# WHAT TO WORK ON
The records below need to be repeated exactly, though not their pictures.

◆ ◆ ◆ ◆

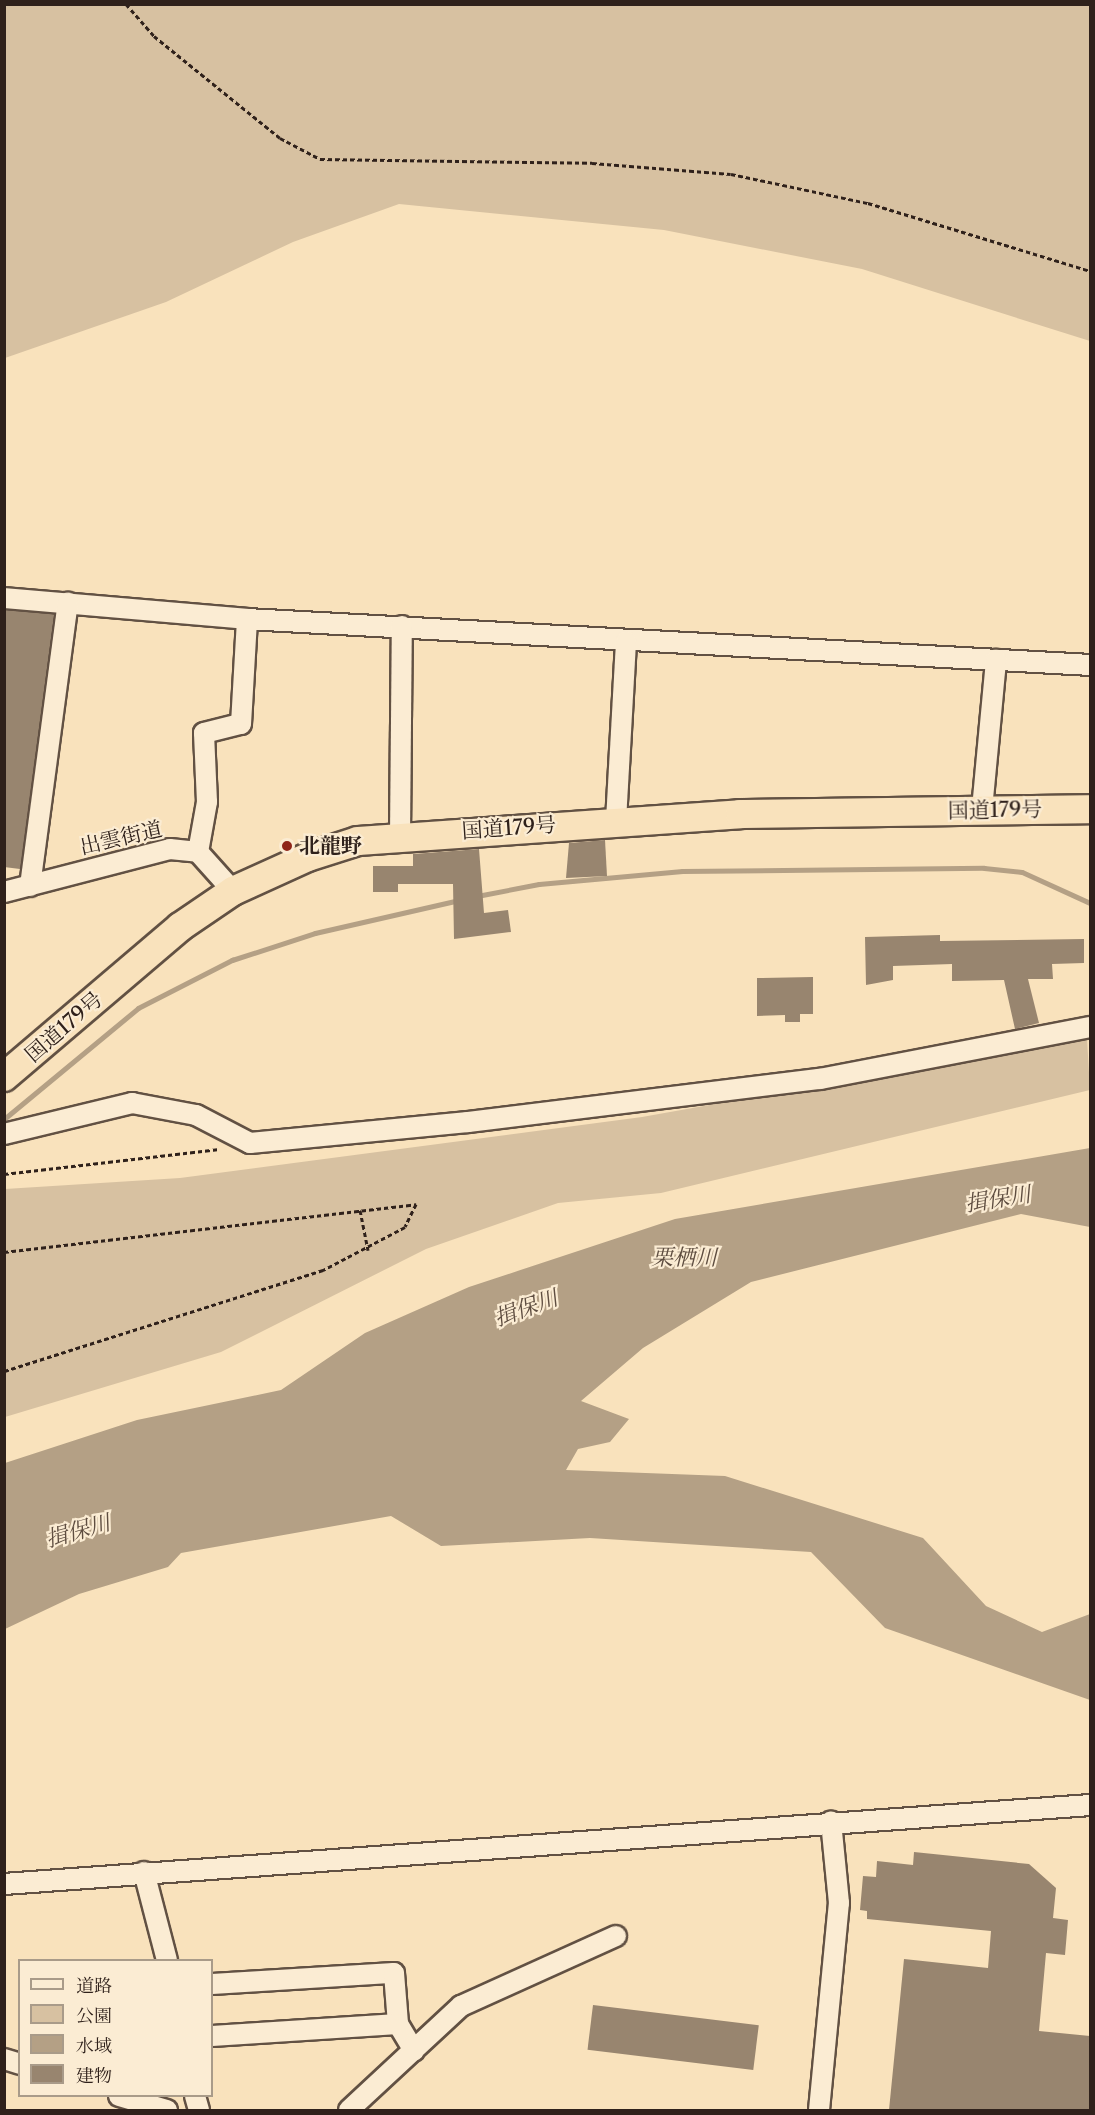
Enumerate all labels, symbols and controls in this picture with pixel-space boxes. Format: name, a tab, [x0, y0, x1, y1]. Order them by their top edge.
street label: 国道179号	[948, 797, 1042, 823]
street label: 国道179号	[461, 812, 557, 844]
street label: 出雲街道	[77, 816, 165, 860]
place label: 北龍野	[299, 833, 362, 859]
marker: 北龍野	[280, 839, 294, 853]
street label: 国道179号	[20, 986, 108, 1068]
water label: 揖保川	[963, 1181, 1033, 1217]
water label: 栗栖川	[651, 1245, 717, 1271]
water label: 揖保川	[490, 1284, 562, 1332]
water label: 揖保川	[43, 1509, 113, 1553]
legend	[18, 1959, 213, 2097]
text: 道路	[76, 1975, 112, 1997]
text: 公園	[76, 2005, 112, 2027]
text: 水域	[76, 2035, 112, 2057]
text: 建物	[76, 2065, 112, 2087]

◆ ◆ ◆ ◆

# SOLUTION FOR THIS EXERCISE
Enumerate all labels, symbols and controls in this picture with pixel-space boxes. Format: name, a tab, [x0, y0, x1, y1]. Order them by their top edge.
street label: 国道179号	[948, 797, 1042, 823]
street label: 国道179号	[461, 812, 557, 844]
street label: 出雲街道	[77, 816, 165, 860]
place label: 北龍野	[299, 833, 362, 859]
marker: 北龍野	[280, 839, 294, 853]
street label: 国道179号	[20, 986, 108, 1068]
water label: 揖保川	[963, 1181, 1033, 1217]
water label: 栗栖川	[651, 1245, 717, 1271]
water label: 揖保川	[490, 1284, 562, 1332]
water label: 揖保川	[43, 1509, 113, 1553]
legend	[18, 1959, 213, 2097]
text: 道路	[76, 1975, 112, 1997]
text: 公園	[76, 2005, 112, 2027]
text: 水域	[76, 2035, 112, 2057]
text: 建物	[76, 2065, 112, 2087]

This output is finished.